The Respondent filed a petition for the allowance of the will of the late Amparo and for the issuance of letters testamentary in her favor.  She averred that the testator executed a notarial will and bequeathed an undivided portion of parcel of land in favor of her grandnephew. On the other hand, the Respondent named the petitioners in this case as the testator’s known heirs.

The trial court found the petition sufficient in form and substance and subsequently order to set the case for hearing. Correspondingly, the court issued Notice of Hearing. However, the petitioners failed to appear.

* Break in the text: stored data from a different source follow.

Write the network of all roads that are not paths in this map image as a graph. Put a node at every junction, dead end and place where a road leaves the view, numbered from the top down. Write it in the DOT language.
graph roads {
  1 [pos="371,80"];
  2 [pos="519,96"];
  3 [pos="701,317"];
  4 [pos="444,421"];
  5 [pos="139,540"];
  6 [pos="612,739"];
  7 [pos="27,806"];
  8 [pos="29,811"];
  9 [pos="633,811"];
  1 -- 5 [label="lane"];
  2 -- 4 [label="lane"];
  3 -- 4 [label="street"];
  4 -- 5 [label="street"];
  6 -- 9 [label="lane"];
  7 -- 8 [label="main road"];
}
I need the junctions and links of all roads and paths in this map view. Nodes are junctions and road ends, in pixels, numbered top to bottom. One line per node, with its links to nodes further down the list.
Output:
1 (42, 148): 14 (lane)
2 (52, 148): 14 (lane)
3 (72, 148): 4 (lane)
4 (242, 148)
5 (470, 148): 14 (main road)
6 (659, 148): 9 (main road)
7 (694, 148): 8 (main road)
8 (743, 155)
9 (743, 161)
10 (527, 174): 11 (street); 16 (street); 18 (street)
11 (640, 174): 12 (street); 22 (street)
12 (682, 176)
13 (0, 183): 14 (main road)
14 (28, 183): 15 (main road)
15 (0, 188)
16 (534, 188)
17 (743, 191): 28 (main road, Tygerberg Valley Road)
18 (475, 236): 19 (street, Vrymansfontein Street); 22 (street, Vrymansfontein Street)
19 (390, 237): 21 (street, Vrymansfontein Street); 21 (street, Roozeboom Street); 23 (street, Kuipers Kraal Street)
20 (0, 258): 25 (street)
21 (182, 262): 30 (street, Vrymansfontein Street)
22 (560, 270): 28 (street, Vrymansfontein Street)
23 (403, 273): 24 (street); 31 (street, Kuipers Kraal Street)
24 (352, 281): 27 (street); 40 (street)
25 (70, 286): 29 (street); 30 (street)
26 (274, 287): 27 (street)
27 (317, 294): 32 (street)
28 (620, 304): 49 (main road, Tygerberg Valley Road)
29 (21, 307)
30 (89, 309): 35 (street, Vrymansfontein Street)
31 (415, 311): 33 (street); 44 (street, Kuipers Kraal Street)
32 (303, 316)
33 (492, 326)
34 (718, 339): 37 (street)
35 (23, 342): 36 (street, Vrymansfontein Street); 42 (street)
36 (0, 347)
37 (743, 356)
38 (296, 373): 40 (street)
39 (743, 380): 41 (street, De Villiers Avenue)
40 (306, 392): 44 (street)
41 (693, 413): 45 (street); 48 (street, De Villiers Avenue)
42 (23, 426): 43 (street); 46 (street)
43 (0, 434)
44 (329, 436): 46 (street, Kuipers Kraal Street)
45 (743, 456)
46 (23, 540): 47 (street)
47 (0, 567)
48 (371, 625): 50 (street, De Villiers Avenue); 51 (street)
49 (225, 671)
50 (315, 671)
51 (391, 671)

Thus, they were declared in default.

Consequently, the petitioners moved to lift the order of general default due excusable negligence. However, the court denied their motion. It held that the jurisdictional requirement of publication and posting of notices had been substantially complied with.

Thus, they moved for MR which was also denied by the trial court. Hence, the present petition.

 

Issue:

Whether the publication of the notice of hearing is a sufficient notice to the Petitioners.

 

Ruling:

No. The publication of the notice of hearing is not a sufficient notice to the Petitioners.

 

In this case, the Petitioners were not properly notified in accordance with Sec. 4, Rule 76 of the Revised Rules of Court.

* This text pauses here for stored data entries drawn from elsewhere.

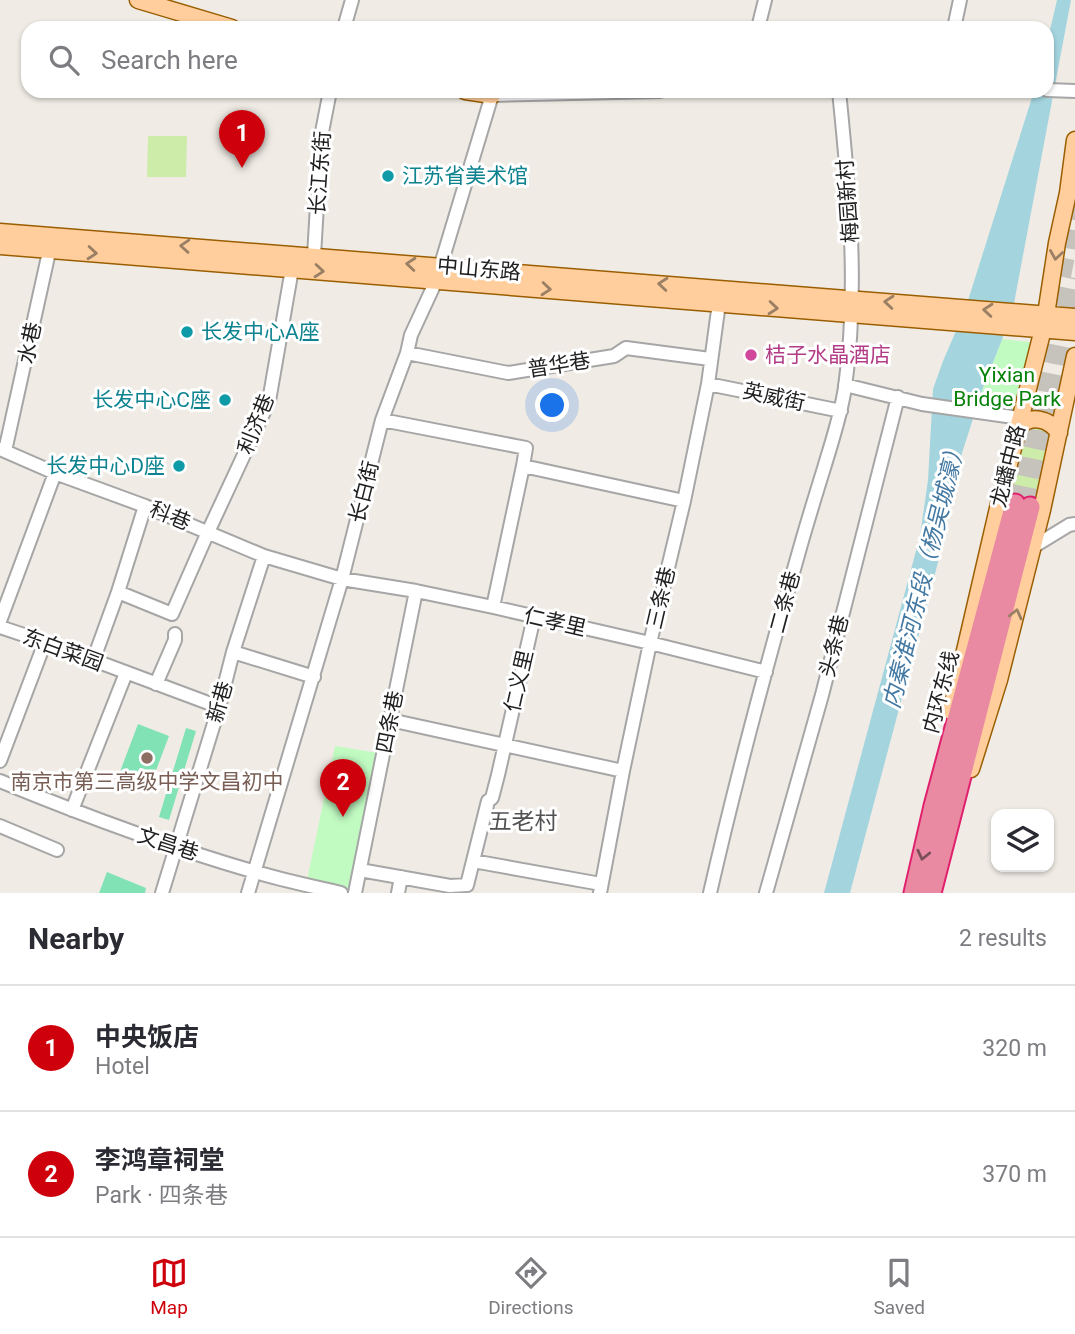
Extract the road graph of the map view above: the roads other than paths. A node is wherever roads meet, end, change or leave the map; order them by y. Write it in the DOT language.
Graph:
graph roads {
  1 [pos="138,0"];
  2 [pos="352,0"];
  3 [pos="765,0"];
  4 [pos="960,0"];
  5 [pos="208,21"];
  6 [pos="346,21"];
  7 [pos="760,21"];
  8 [pos="956,21"];
  9 [pos="1054,90"];
  10 [pos="1075,91"];
  11 [pos="329,98"];
  12 [pos="491,98"];
  13 [pos="840,98"];
  14 [pos="1075,140"];
  15 [pos="1068,193"];
  16 [pos="1075,218"];
  17 [pos="0,232"];
  18 [pos="51,243"];
  19 [pos="0,246"];
  20 [pos="314,256"];
  21 [pos="292,269"];
  22 [pos="438,273"];
  23 [pos="719,303"];
  24 [pos="852,308"];
  25 [pos="1075,317"];
  26 [pos="1045,322"];
  27 [pos="1075,332"];
  28 [pos="407,353"];
  29 [pos="1075,356"];
  30 [pos="710,359"];
  31 [pos="708,384"];
  32 [pos="845,385"];
  33 [pos="898,397"];
  34 [pos="841,411"];
  35 [pos="383,420"];
  36 [pos="1019,423"];
  37 [pos="1059,433"];
  38 [pos="3,450"];
  39 [pos="523,466"];
  40 [pos="55,473"];
  41 [pos="684,500"];
  42 [pos="145,506"];
  43 [pos="1075,524"];
  44 [pos="208,532"];
  45 [pos="1033,547"];
  46 [pos="264,556"];
  47 [pos="342,579"];
  48 [pos="416,591"];
  49 [pos="118,593"];
  50 [pos="493,607"];
  51 [pos="534,617"];
  52 [pos="0,621"];
  53 [pos="0,627"];
  54 [pos="176,634"];
  55 [pos="45,642"];
  56 [pos="650,643"];
  57 [pos="233,652"];
  58 [pos="93,661"];
  59 [pos="766,672"];
  60 [pos="126,673"];
  61 [pos="314,677"];
  62 [pos="156,684"];
  63 [pos="219,707"];
  64 [pos="390,720"];
  65 [pos="504,744"];
  66 [pos="0,761"];
  67 [pos="623,771"];
  68 [pos="0,781"];
  69 [pos="934,806"];
  70 [pos="72,810"];
  71 [pos="0,826"];
  72 [pos="948,827"];
  73 [pos="176,847"];
  74 [pos="57,850"];
  75 [pos="473,861"];
  76 [pos="360,870"];
  77 [pos="254,872"];
  78 [pos="401,877"];
  79 [pos="601,888"];
  80 [pos="922,892"];
  81 [pos="162,893"];
  82 [pos="248,893"];
  83 [pos="341,893"];
  84 [pos="355,893"];
  85 [pos="398,893"];
  86 [pos="710,893"];
  87 [pos="766,893"];
  1 -- 5 [label="main road"];
  2 -- 6 [label="street"];
  3 -- 7 [label="street"];
  4 -- 8 [label="street"];
  9 -- 10 [label="street"];
  11 -- 20 [label="street, 长江东街"];
  12 -- 22 [label="street, 长白街"];
  13 -- 24 [label="street, 梅园新村"];
  14 -- 15 [label="main road, 龙蟠中路"];
  15 -- 16 [label="main road"];
  15 -- 26 [label="main road, 龙蟠中路, one-way"];
  17 -- 18 [label="main road, 中山东路"];
  18 -- 19 [label="main road, 中山东路"];
  20 -- 18 [label="main road, 中山东路, one-way"];
  18 -- 21 [label="main road, 中山东路, one-way"];
  18 -- 38 [label="street, 水巷"];
  22 -- 20 [label="main road, 中山东路, one-way"];
  21 -- 22 [label="main road, 中山东路, one-way"];
  21 -- 44 [label="street, 利济巷"];
  22 -- 23 [label="main road, 中山东路, one-way"];
  24 -- 22 [label="main road, 中山东路, one-way"];
  22 -- 28 [label="street, 长白街"];
  23 -- 24 [label="main road, 中山东路, one-way"];
  23 -- 30 [label="street, 三条巷"];
  24 -- 26 [label="main road, 中山东路"];
  24 -- 32 [label="street, 二条巷"];
  25 -- 26 [label="main road"];
  26 -- 27 [label="main road"];
  26 -- 36 [label="main road, 龙蟠中路"];
  28 -- 30 [label="street, 普华巷"];
  28 -- 35 [label="street, 长白街"];
  29 -- 37 [label="main road, 龙蟠中路"];
  30 -- 31 [label="street, 三条巷"];
  31 -- 34 [label="street, 英威街"];
  31 -- 41 [label="street, 三条巷"];
  32 -- 33 [label="street"];
  32 -- 34 [label="street, 二条巷"];
  33 -- 36 [label="street"];
  33 -- 87 [label="street, 头条巷"];
  34 -- 59 [label="street, 二条巷"];
  35 -- 39 [label="street"];
  35 -- 47 [label="street, 长白街"];
  36 -- 37 [label="main road"];
  36 -- 69 [label="main road, 龙蟠中路"];
  37 -- 45 [label="main road, 龙蟠中路"];
  38 -- 40 [label="street, 科巷"];
  39 -- 41 [label="street"];
  39 -- 50 [label="street"];
  40 -- 42 [label="street, 科巷"];
  40 -- 52 [label="street"];
  41 -- 56 [label="street, 三条巷"];
  42 -- 44 [label="street, 科巷"];
  42 -- 49 [label="street"];
  43 -- 45 [label="street"];
  44 -- 46 [label="street, 科巷"];
  44 -- 49 [label="street, 利济巷"];
  72 -- 45 [label="main road, 龙蟠中路, one-way"];
  46 -- 47 [label="street, 科巷"];
  46 -- 57 [label="street, 新巷"];
  47 -- 48 [label="street, 仁孝里"];
  47 -- 61 [label="street, 长白街"];
  48 -- 50 [label="street, 仁孝里"];
  48 -- 64 [label="street, 四条巷"];
  49 -- 58 [label="street"];
  50 -- 51 [label="street, 仁孝里"];
  51 -- 56 [label="street, 仁孝里"];
  51 -- 65 [label="street, 仁义里"];
  53 -- 55 [label="street, 东白菜园"];
  54 -- 62 [label="street"];
  55 -- 58 [label="street, 东白菜园"];
  55 -- 66 [label="street"];
  56 -- 59 [label="street, 仁孝里"];
  56 -- 67 [label="street, 三条巷"];
  57 -- 61 [label="street"];
  57 -- 63 [label="street, 新巷"];
  58 -- 60 [label="street, 东白菜园"];
  59 -- 86 [label="street, 二条巷"];
  60 -- 62 [label="street, 东白菜园"];
  60 -- 70 [label="street, 东白菜园"];
  61 -- 77 [label="street, 长白街"];
  62 -- 63 [label="street, 东白菜园"];
  63 -- 73 [label="street, 新巷"];
  64 -- 65 [label="street"];
  64 -- 76 [label="street, 四条巷"];
  65 -- 67 [label="street"];
  65 -- 75 [label="street, 仁义里"];
  67 -- 79 [label="street, 三条巷"];
  68 -- 70 [label="street, 文昌巷"];
  69 -- 72 [label="highway, 内环东线"];
  69 -- 80 [label="highway, 内环东线, one-way"];
  70 -- 73 [label="street, 文昌巷"];
  71 -- 74 [label="street"];
  72 -- 80 [label="highway, 内环东线"];
  73 -- 77 [label="street, 文昌巷"];
  73 -- 81 [label="street, 新巷"];
  75 -- 78 [label="street, 仁义里"];
  75 -- 79 [label="street"];
  76 -- 78 [label="street"];
  76 -- 84 [label="street, 四条巷"];
  77 -- 82 [label="street, 长白街"];
  77 -- 83 [label="street, 文昌巷"];
  78 -- 85 [label="street"];
}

It must be noted however, that in cases of probate proceedings the trial court cannot issue a general order of default. Considering that Rule 9 Section 3 provides that an order of default avails only in litigious proceedings.

Furthermore, notice to the designated and known heirs, devisees and legatees under Section 4, Rule 76 of the Rules of Court is mandatory. Likewise, publication of notice of hearing is not sufficient when the places of residence of the heirs, legatees and devisees are known. The notice requirement in the allowance or disallowance of a will is found in Secs. 3 and 4, Rule 76 of the 1997 Rules of Court.

Secs. 3 and 4 of Rule 76 of the Rules of Court prescribes two (2) modes of notification of the hearing: (1) by publication in a newspaper of general circulation or the Official Gazette, and (2) by personal notice to the designated or known heirs, legatees and devisees. Thus, personal notice under Sec. 4 shall be served to the designated or known heirs, legatees and devisees, and the executor or co-executor, at their residence, if such are known.

Hence, the publication of the notice of hearing in a newspaper of general circulation did not sufficiently notify the petitioners of the scheduled hearing.

Finally, Section 4 of Rule 76 is clear. The notice of the time and place of the hearing for the allowance of a will shall be forwarded to the designated or other known heirs, legatees, and devisees residing in the Philippines at their places of residence, if such places of residence be known. It is indubitable that the residences of the petitioners – legatees and devisees were known to the probate court. The names and addresses of the legatees and devisees of the testator are indicated in the petition for the allowance of the will. But despite such knowledge, the probate court did not cause copies of the notice to be sent to petitioners.

Therefore, the requirement of the law for the allowance of the will was not satisfied by mere publication of the notice of hearing for three (3) weeks in a newspaper or general circulation in the province.